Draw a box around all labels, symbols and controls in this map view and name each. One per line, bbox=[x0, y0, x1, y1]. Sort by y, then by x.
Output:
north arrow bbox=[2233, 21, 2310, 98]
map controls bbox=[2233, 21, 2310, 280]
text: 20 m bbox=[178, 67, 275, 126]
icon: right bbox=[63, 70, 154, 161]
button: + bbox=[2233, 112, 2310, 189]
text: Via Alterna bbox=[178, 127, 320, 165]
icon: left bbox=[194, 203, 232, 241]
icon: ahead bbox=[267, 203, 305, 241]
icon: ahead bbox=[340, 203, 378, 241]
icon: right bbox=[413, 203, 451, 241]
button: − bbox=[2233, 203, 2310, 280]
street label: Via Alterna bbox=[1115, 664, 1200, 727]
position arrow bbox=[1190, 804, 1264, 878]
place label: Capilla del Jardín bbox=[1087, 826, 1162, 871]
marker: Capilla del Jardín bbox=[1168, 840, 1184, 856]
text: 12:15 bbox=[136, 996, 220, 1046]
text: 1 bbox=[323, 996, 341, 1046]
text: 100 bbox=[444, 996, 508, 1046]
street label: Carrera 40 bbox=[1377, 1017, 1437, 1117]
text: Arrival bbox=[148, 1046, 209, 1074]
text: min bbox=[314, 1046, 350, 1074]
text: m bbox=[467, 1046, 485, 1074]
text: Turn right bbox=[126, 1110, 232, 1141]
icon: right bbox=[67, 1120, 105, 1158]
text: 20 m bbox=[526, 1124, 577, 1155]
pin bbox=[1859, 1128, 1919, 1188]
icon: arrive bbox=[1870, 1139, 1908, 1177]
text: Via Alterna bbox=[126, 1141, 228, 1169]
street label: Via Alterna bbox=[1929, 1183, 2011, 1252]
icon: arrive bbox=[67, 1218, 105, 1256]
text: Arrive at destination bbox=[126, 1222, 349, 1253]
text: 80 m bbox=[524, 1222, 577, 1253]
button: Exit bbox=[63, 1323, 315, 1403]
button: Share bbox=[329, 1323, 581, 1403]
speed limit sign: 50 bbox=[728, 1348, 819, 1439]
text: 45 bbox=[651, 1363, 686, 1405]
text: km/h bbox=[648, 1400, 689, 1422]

Task brief - Repeat each record exactly, leaving nothing out.

Exercise solution -
Draw a box around all labels, symbols and controls in this map view and name each. One per line, bbox=[x0, y0, x1, y1]. Sort by y, then by x.
Output:
north arrow bbox=[2233, 21, 2310, 98]
map controls bbox=[2233, 21, 2310, 280]
text: 20 m bbox=[178, 67, 275, 126]
icon: right bbox=[63, 70, 154, 161]
button: + bbox=[2233, 112, 2310, 189]
text: Via Alterna bbox=[178, 127, 320, 165]
icon: left bbox=[194, 203, 232, 241]
icon: ahead bbox=[267, 203, 305, 241]
icon: ahead bbox=[340, 203, 378, 241]
icon: right bbox=[413, 203, 451, 241]
button: − bbox=[2233, 203, 2310, 280]
street label: Via Alterna bbox=[1115, 664, 1200, 727]
position arrow bbox=[1190, 804, 1264, 878]
place label: Capilla del Jardín bbox=[1087, 826, 1162, 871]
marker: Capilla del Jardín bbox=[1168, 840, 1184, 856]
text: 12:15 bbox=[136, 996, 220, 1046]
text: 1 bbox=[323, 996, 341, 1046]
text: 100 bbox=[444, 996, 508, 1046]
street label: Carrera 40 bbox=[1377, 1017, 1437, 1117]
text: Arrival bbox=[148, 1046, 209, 1074]
text: min bbox=[314, 1046, 350, 1074]
text: m bbox=[467, 1046, 485, 1074]
text: Turn right bbox=[126, 1110, 232, 1141]
icon: right bbox=[67, 1120, 105, 1158]
text: 20 m bbox=[526, 1124, 577, 1155]
pin bbox=[1859, 1128, 1919, 1188]
icon: arrive bbox=[1870, 1139, 1908, 1177]
text: Via Alterna bbox=[126, 1141, 228, 1169]
street label: Via Alterna bbox=[1929, 1183, 2011, 1252]
icon: arrive bbox=[67, 1218, 105, 1256]
text: Arrive at destination bbox=[126, 1222, 349, 1253]
text: 80 m bbox=[524, 1222, 577, 1253]
button: Exit bbox=[63, 1323, 315, 1403]
button: Share bbox=[329, 1323, 581, 1403]
speed limit sign: 50 bbox=[728, 1348, 819, 1439]
text: 45 bbox=[651, 1363, 686, 1405]
text: km/h bbox=[648, 1400, 689, 1422]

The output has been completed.